Bakışlarımı diktiğim tavandan indirerek yattığım yerden yavaşça doğruldum. Vücudum bu kararıma isyan ederken bu benim pek umrumda olmadı. Başımda ki o ağrı saatlerdir geçmemekte direnirken bezmiş bir nefes verdim. Bakışlarım evin kalanı gibi ahşaptan yapılmış duvarlarda gezinirken vücudumda ki halsizliğe rağmen iki gündür yattığım yataktan kalktım.

O geceden sonra onu görmemiştim.

Pek ayık olduğumda söylenemezdi zaten.

Bana büyük gelen eşofmanın beline inen ellerime takılan bakışlarım ile bileğimde ki kırmızı ipe asılı kaldı harelerim. Bu sefer bıraktığı bağlama noktasının ince düğümünden başlayarak şah damarım hizzasında duran yıldıza doğru sürtündü parmaklarım. Yıldızı kavrayan parmak uçlarım bileğimde ki ipi tenimi tahrip edecek kadar sert bir şekilde söküp attığında sinirle karışık öfkemi de beraberinde atıp kurtulmak istedim.

Bu yaptığı benden aldığı hiçbirşeyi geri vermek değildi, sadece dalga geçiyordu.

Önce almıştı, şimdi veriyor muydu? Ne için? Sonrasında tekrar elimden alabilmek için mi?

Gözlerimde biriken yaşları öfkeyle geri gönderme çabam başarısız olurken yalnızlığım üzerime atlı bir ordu gibi gelirken kilidi hala kırık olan kapıdan sessizce çıktım. Çıplak adımlarım ahşap yüzeyden ara ara serilmiş olan kürk halılara basarak merdiven pervazına ilerlediğinde bileğimde yakıcı bir sızı baş göstermişti. Erafı incelemekten özellikle kaçınıyordum, ona ait olan hiçbir şeyi görmek istemiyordum.

"Bu onu yalnız bırakacağım gerçeğini değiştirmiyor ama." diyen ablamın sesi ile duraksadım. "Menge, ilaç verdim. Beraber verdik. Uyuyor, sen uyuttun uyanınca gayet dinlenmiş olacak. Hem seninde ihtiyacın var biraz hava almaya, sadece iki saat gideceğiz ve geleceğiz." diyen Hazar ile adım sesleri işittim. "Tamam ama ya ben yokken uyanırsa? Ya daha kötüsü Hazem ve ya Aybars gelirse ya-"

"Menge? Biraz sakin mi olsan? Biz gelene kadar tatlı bir uyku uyuyacak ki, unutma bunu sen istedin. Bana kalsaydı uyanmasını ve yüzleşmesini seçerdim."
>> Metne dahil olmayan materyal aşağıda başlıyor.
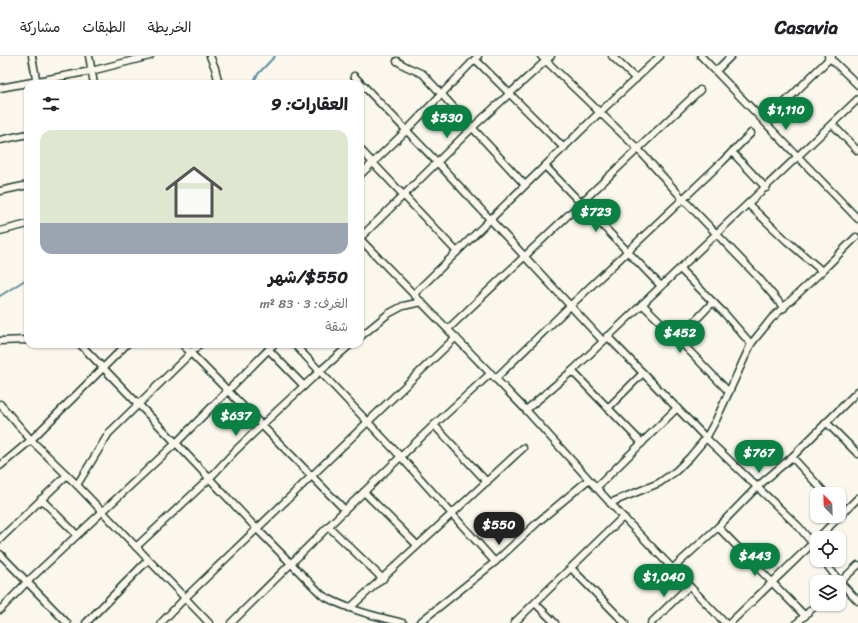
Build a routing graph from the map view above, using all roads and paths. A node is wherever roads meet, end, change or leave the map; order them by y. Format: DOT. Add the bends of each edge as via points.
graph roads {
  1 [pos="32,56"];
  2 [pos="89,56"];
  3 [pos="150,56"];
  4 [pos="210,56"];
  5 [pos="541,56"];
  6 [pos="551,56"];
  7 [pos="612,56"];
  8 [pos="660,56"];
  9 [pos="701,56"];
  10 [pos="731,56"];
  11 [pos="476,57"];
  12 [pos="830,57"];
  13 [pos="397,61"];
  14 [pos="546,61"];
  15 [pos="91,70"];
  16 [pos="716,71"];
  17 [pos="354,76"];
  18 [pos="636,79"];
  19 [pos="36,80"];
  20 [pos="49,80"];
  21 [pos="93,80"];
  22 [pos="218,80"];
  23 [pos="358,80"];
  24 [pos="24,85"];
  25 [pos="364,86"];
  26 [pos="858,86"];
  27 [pos="0,88"];
  28 [pos="700,90"];
  29 [pos="442,94"];
  30 [pos="509,94"];
  31 [pos="858,99"];
  32 [pos="600,112"];
  33 [pos="765,122"];
  34 [pos="832,124"];
  35 [pos="473,127"];
  36 [pos="407,130"];
  37 [pos="751,133"];
  38 [pos="24,135"];
  39 [pos="0,140"];
  40 [pos="564,148"];
  41 [pos="638,149"];
  42 [pos="858,151"];
  43 [pos="732,152"];
  44 [pos="364,153"];
  45 [pos="798,157"];
  46 [pos="437,162"];
  47 [pos="373,163"];
  48 [pos="545,166"];
  49 [pos="364,172"];
  50 [pos="525,185"];
  51 [pos="24,186"];
  52 [pos="766,188"];
  53 [pos="0,191"];
  54 [pos="403,195"];
  55 [pos="683,199"];
  56 [pos="580,203"];
  57 [pos="748,204"];
  58 [pos="490,219"];
  59 [pos="858,219"];
  60 [pos="24,225"];
  61 [pos="0,231"];
  62 [pos="364,234"];
  63 [pos="717,234"];
  64 [pos="856,237"];
  65 [pos="364,242"];
  66 [pos="457,252"];
  67 [pos="627,252"];
  68 [pos="524,256"];
  69 [pos="680,269"];
  70 [pos="822,272"];
  71 [pos="661,286"];
  72 [pos="414,294"];
  73 [pos="422,302"];
  74 [pos="713,302"];
  75 [pos="642,304"];
  76 [pos="571,305"];
  77 [pos="784,308"];
  78 [pos="448,329"];
  79 [pos="364,334"];
  80 [pos="456,337"];
  81 [pos="605,339"];
  82 [pos="678,339"];
  83 [pos="24,340"];
  84 [pos="0,341"];
  85 [pos="751,344"];
  86 [pos="84,348"];
  87 [pos="123,348"];
  88 [pos="186,348"];
  89 [pos="196,348"];
  90 [pos="298,348"];
  91 [pos="346,348"];
  92 [pos="269,350"];
  93 [pos="191,353"];
  94 [pos="103,368"];
  95 [pos="572,370"];
  96 [pos="320,371"];
  97 [pos="491,373"];
  98 [pos="643,373"];
  99 [pos="496,378"];
  100 [pos="304,386"];
  101 [pos="227,390"];
  102 [pos="858,391"];
  103 [pos="729,392"];
  104 [pos="0,404"];
  105 [pos="139,405"];
  106 [pos="608,408"];
  107 [pos="677,408"];
  108 [pos="526,410"];
  109 [pos="368,421"];
  110 [pos="826,422"];
  111 [pos="262,425"];
  112 [pos="434,425"];
  113 [pos="706,438"];
  114 [pos="31,440"];
  115 [pos="176,443"];
  116 [pos="642,443"];
  117 [pos="523,448"];
  118 [pos="858,454"];
  119 [pos="401,457"];
  120 [pos="792,457"];
  121 [pos="0,466"];
  122 [pos="67,475"];
  123 [pos="312,475"];
  124 [pos="209,479"];
  125 [pos="588,480"];
  126 [pos="487,482"];
  127 [pos="77,485"];
  128 [pos="757,487"];
  129 [pos="820,487"];
  130 [pos="596,488"];
  131 [pos="364,492"];
  132 [pos="858,498"];
  133 [pos="41,499"];
  134 [pos="610,503"];
  135 [pos="846,506"];
  136 [pos="345,510"];
  137 [pos="102,512"];
  138 [pos="451,514"];
  139 [pos="623,517"];
  140 [pos="830,523"];
  141 [pos="329,527"];
  142 [pos="718,527"];
  143 [pos="257,529"];
  144 [pos="824,531"];
  145 [pos="77,535"];
  146 [pos="810,535"];
  147 [pos="0,540"];
  148 [pos="417,546"];
  149 [pos="810,546"];
  150 [pos="136,547"];
  151 [pos="0,554"];
  152 [pos="148,560"];
  153 [pos="495,562"];
  154 [pos="291,564"];
  155 [pos="858,565"];
  156 [pos="571,568"];
  157 [pos="672,569"];
  158 [pos="846,576"];
  159 [pos="383,579"];
  160 [pos="27,582"];
  161 [pos="772,582"];
  162 [pos="689,586"];
  163 [pos="846,589"];
  164 [pos="185,598"];
  165 [pos="858,601"];
  166 [pos="535,603"];
  167 [pos="350,608"];
  168 [pos="0,610"];
  169 [pos="810,610"];
  170 [pos="804,616"];
  171 [pos="722,622"];
  172 [pos="67,623"];
  173 [pos="86,623"];
  174 [pos="161,623"];
  175 [pos="209,623"];
  176 [pos="231,623"];
  177 [pos="403,623"];
  178 [pos="419,623"];
  179 [pos="514,623"];
  180 [pos="555,623"];
  181 [pos="625,623"];
  182 [pos="651,623"];
  183 [pos="730,623"];
  184 [pos="797,623"];
  1 -- 19 [label="street"];
  2 -- 15 [label="street"];
  3 -- 15 [label="street"];
  4 -- 22 [label="street"];
  5 -- 14 [label="street"];
  6 -- 14 [label="street"];
  7 -- 18 [label="street"];
  8 -- 18 [label="street"];
  9 -- 16 [label="street"];
  10 -- 16 [label="street"];
  11 -- 29 [label="street"];
  11 -- 30 [label="street"];
  12 -- 26 [label="street"];
  12 -- 33 [label="street"];
  13 -- 29 [label="street" via="423,74"];
  14 -- 30 [label="street"];
  14 -- 32 [label="street"];
  15 -- 20 [label="street"];
  15 -- 21 [label="street"];
  16 -- 33 [label="street"];
  17 -- 23 [label="street"];
  18 -- 32 [label="street"];
  24 -- 27 [label="street"];
  25 -- 36 [label="street"];
  28 -- 41 [label="street"];
  29 -- 35 [label="street"];
  29 -- 36 [label="street"];
  30 -- 35 [label="street"];
  30 -- 40 [label="street"];
  31 -- 34 [label="street"];
  32 -- 40 [label="street"];
  32 -- 41 [label="street"];
  33 -- 45 [label="street"];
  34 -- 42 [label="street"];
  34 -- 45 [label="street"];
  35 -- 46 [label="street"];
  35 -- 50 [label="street"];
  36 -- 46 [label="street"];
  36 -- 47 [label="street"];
  37 -- 43 [label="street"];
  38 -- 39 [label="street"];
  40 -- 48 [label="street"];
  41 -- 55 [label="street"];
  41 -- 56 [label="street"];
  43 -- 52 [label="street"];
  43 -- 55 [label="street"];
  44 -- 47 [label="street"];
  45 -- 52 [label="street"];
  45 -- 59 [label="street"];
  46 -- 54 [label="street"];
  46 -- 58 [label="street"];
  47 -- 49 [label="street"];
  47 -- 54 [label="street"];
  48 -- 50 [label="street"];
  48 -- 56 [label="street"];
  50 -- 58 [label="street"];
  51 -- 53 [label="street"];
  52 -- 57 [label="street"];
  54 -- 62 [label="street"];
  54 -- 66 [label="street"];
  55 -- 63 [label="street"];
  55 -- 67 [label="street"];
  56 -- 67 [label="street"];
  56 -- 68 [label="street"];
  57 -- 63 [label="street"];
  57 -- 70 [label="street"];
  58 -- 66 [label="street"];
  58 -- 68 [label="street"];
  60 -- 61 [label="street"];
  63 -- 69 [label="street"];
  63 -- 77 [label="street"];
  64 -- 70 [label="street"];
  65 -- 72 [label="street"];
  66 -- 72 [label="street"];
  67 -- 71 [label="street"];
  67 -- 76 [label="street"];
  68 -- 76 [label="street"];
  68 -- 78 [label="street"];
  69 -- 71 [label="street"];
  69 -- 74 [label="street"];
  70 -- 77 [label="street"];
  71 -- 75 [label="street"];
  72 -- 73 [label="street"];
  73 -- 78 [label="street"];
  73 -- 79 [label="street" via="403,306 388,314"];
  74 -- 82 [label="street"];
  74 -- 85 [label="street"];
  75 -- 81 [label="street"];
  75 -- 82 [label="street"];
  76 -- 81 [label="street"];
  76 -- 99 [label="street"];
  77 -- 85 [label="street" via="771,319"];
  78 -- 80 [label="street"];
  80 -- 97 [label="street"];
  80 -- 109 [label="street"];
  81 -- 95 [label="street"];
  81 -- 98 [label="street"];
  82 -- 103 [label="street"];
  83 -- 84 [label="street"];
  85 -- 103 [label="street"];
  86 -- 94 [label="street"];
  87 -- 94 [label="street"];
  88 -- 93 [label="street"];
  89 -- 93 [label="street"];
  90 -- 96 [label="street"];
  91 -- 96 [label="street"];
  92 -- 100 [label="street"];
  92 -- 101 [label="street"];
  93 -- 101 [label="street"];
  93 -- 105 [label="street"];
  94 -- 105 [label="street"];
  94 -- 114 [label="street"];
  95 -- 106 [label="street"];
  95 -- 108 [label="street"];
  96 -- 100 [label="street"];
  96 -- 109 [label="street"];
  97 -- 99 [label="street"];
  97 -- 112 [label="street"];
  98 -- 106 [label="street"];
  98 -- 107 [label="street"];
  99 -- 108 [label="street"];
  100 -- 111 [label="street"];
  101 -- 111 [label="street"];
  101 -- 115 [label="street"];
  102 -- 110 [label="street"];
  103 -- 113 [label="street"];
  104 -- 114 [label="street"];
  105 -- 115 [label="street"];
  105 -- 127 [label="street" via="109,433"];
  106 -- 116 [label="street"];
  107 -- 113 [label="street"];
  107 -- 116 [label="street"];
  108 -- 125 [label="street"];
  109 -- 119 [label="street"];
  109 -- 123 [label="street"];
  110 -- 118 [label="street"];
  110 -- 120 [label="street"];
  111 -- 123 [label="street"];
  111 -- 124 [label="street"];
  112 -- 119 [label="street"];
  112 -- 126 [label="street"];
  113 -- 128 [label="street"];
  113 -- 134 [label="street" via="676,471 659,483"];
  114 -- 121 [label="street"];
  114 -- 122 [label="street"];
  115 -- 124 [label="street"];
  115 -- 137 [label="street"];
  116 -- 130 [label="street"];
  117 -- 126 [label="street"];
  119 -- 131 [label="street"];
  119 -- 138 [label="street"];
  120 -- 128 [label="street"];
  120 -- 129 [label="street"];
  122 -- 127 [label="street"];
  122 -- 133 [label="street"];
  123 -- 136 [label="street"];
  123 -- 143 [label="street"];
  124 -- 143 [label="street"];
  124 -- 150 [label="street"];
  125 -- 130 [label="street"];
  125 -- 153 [label="street"];
  126 -- 138 [label="street"];
  127 -- 137 [label="street"];
  128 -- 142 [label="street"];
  128 -- 146 [label="street"];
  130 -- 134 [label="street"];
  131 -- 136 [label="street"];
  131 -- 148 [label="street"];
  132 -- 135 [label="street"];
  133 -- 145 [label="street"];
  133 -- 147 [label="street"];
  134 -- 139 [label="street"];
  136 -- 141 [label="street"];
  137 -- 145 [label="street"];
  137 -- 150 [label="street"];
  138 -- 148 [label="street"];
  138 -- 153 [label="street"];
  139 -- 156 [label="street"];
  139 -- 157 [label="street"];
  140 -- 144 [label="street"];
  141 -- 154 [label="street"];
  141 -- 159 [label="street"];
  142 -- 157 [label="street"];
  142 -- 161 [label="street"];
  143 -- 154 [label="street"];
  143 -- 164 [label="street"];
  145 -- 160 [label="street"];
  148 -- 159 [label="street"];
  149 -- 161 [label="street"];
  150 -- 152 [label="street"];
  151 -- 160 [label="street"];
  152 -- 164 [label="street"];
  152 -- 173 [label="street"];
  153 -- 178 [label="street"];
  154 -- 167 [label="street" via="322,596"];
  154 -- 176 [label="street"];
  155 -- 158 [label="street"];
  156 -- 166 [label="street"];
  156 -- 181 [label="street"];
  157 -- 162 [label="street"];
  159 -- 167 [label="street"];
  160 -- 168 [label="street"];
  160 -- 172 [label="street"];
  161 -- 170 [label="street"];
  161 -- 183 [label="street"];
  162 -- 171 [label="street"];
  162 -- 182 [label="street"];
  163 -- 165 [label="street"];
  164 -- 174 [label="street"];
  164 -- 175 [label="street"];
  166 -- 179 [label="street"];
  166 -- 180 [label="street"];
  167 -- 177 [label="street"];
  169 -- 170 [label="street"];
  170 -- 184 [label="street"];
}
"Görmedin mi nasıl titriyordu minik kuzum, nasıl dayansın kalbi Hazar?" Ellerim yavaşça pervaza dokundu. "Hazemşah gitti biliyorsun, iki gün daha gelmeyecek. Aybars hala uyuyor, kendine gelmesi zor yani." Ablam iç çekti. "Ölmedi! Ölmedi Allah'ın ceza... Hazar ben özür dilerim." Başımı öne uzatarak aşağıya baktığımda Hazar omuz silkti. "Kendince sebeplerin var nasıl olsa." dedi huzursuz sesi. "Hadi gidelim, kardeşin için birşeyler al. Geldiğimizde uyandırır konuşursun."

Kaşlarım çatıldı. "İlacın ona yan etkisi olmaz değil mi?" diyen ablamın koluna girdi Hazar'ın iri bedeni. "Hayır, dozu düşük verdim." Hazar bir an duraksadı. "Yine de Hazemşah'ın haberi olmasın." dediğinde ablam duyamayacağım kadar boğuk bir cevap verdi. "Hadi." diyen Hazar adımlarını yönlendirdiğinde merdivenlere yöneldim. Kapının kapandığını işittiğimde koskoca salonda bir başıma kalmıştım.